Only the number is requested. Tally the lines of the data that hold the string "Bosurgi".

[Data for this task]:
[Start of section]

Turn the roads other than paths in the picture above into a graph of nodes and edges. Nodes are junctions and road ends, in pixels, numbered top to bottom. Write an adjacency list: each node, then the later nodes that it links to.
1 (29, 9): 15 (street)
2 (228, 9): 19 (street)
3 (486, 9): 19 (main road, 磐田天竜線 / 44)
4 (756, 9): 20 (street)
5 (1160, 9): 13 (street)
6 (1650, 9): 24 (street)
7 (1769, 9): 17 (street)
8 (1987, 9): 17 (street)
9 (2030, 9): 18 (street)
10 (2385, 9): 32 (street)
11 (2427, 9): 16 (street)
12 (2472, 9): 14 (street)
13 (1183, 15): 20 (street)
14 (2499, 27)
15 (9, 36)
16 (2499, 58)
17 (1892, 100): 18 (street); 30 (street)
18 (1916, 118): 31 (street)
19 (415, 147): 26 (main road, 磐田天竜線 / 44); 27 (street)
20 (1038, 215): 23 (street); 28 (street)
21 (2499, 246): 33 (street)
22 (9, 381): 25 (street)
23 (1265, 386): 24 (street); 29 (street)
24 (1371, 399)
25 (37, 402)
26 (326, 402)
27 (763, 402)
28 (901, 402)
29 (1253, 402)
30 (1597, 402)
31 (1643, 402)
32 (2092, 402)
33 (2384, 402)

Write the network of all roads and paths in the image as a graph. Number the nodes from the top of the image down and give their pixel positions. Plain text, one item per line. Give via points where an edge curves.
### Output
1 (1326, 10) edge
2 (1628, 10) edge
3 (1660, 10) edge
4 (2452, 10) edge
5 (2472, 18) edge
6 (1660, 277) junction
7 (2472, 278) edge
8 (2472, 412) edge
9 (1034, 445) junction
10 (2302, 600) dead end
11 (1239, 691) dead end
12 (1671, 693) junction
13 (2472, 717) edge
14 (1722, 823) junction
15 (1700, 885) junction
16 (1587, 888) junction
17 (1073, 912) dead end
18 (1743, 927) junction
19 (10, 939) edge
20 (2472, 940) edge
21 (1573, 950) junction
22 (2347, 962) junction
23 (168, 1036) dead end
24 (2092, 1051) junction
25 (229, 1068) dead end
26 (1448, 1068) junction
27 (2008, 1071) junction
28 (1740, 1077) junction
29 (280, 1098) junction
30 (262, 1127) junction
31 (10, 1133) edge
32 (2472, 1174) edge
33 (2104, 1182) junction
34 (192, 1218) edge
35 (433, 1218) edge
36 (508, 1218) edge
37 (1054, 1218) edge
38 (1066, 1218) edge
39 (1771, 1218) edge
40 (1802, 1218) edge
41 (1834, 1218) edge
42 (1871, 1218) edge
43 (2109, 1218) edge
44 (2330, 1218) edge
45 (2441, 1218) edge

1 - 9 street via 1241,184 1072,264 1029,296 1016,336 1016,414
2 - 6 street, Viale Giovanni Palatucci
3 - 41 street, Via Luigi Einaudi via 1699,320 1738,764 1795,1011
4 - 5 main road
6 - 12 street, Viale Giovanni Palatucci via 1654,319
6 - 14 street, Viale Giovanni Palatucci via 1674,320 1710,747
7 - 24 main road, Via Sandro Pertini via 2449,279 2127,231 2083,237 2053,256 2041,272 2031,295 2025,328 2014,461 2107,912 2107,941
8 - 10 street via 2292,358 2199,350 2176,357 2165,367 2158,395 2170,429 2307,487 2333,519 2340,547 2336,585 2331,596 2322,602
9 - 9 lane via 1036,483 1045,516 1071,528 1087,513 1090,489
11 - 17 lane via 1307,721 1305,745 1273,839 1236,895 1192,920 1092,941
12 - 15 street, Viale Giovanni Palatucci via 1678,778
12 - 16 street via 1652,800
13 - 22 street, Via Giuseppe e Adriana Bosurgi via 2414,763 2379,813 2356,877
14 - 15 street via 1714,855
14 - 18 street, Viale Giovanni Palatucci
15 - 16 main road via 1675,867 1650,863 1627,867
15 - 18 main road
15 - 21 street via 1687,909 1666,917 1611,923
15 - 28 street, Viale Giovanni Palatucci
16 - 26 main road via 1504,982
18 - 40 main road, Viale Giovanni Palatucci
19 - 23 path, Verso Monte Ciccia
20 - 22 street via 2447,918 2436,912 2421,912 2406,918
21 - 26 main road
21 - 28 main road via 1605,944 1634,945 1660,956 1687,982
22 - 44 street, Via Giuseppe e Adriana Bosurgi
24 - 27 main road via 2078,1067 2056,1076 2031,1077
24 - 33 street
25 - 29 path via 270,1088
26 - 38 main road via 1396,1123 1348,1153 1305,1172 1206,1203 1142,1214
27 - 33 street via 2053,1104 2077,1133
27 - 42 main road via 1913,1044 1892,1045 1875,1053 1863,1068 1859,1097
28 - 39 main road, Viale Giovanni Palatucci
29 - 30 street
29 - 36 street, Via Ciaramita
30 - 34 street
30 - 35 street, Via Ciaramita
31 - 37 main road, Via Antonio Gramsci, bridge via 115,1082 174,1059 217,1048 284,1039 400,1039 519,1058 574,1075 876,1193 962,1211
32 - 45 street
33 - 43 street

[End of section]

[Result of this exercise]: 2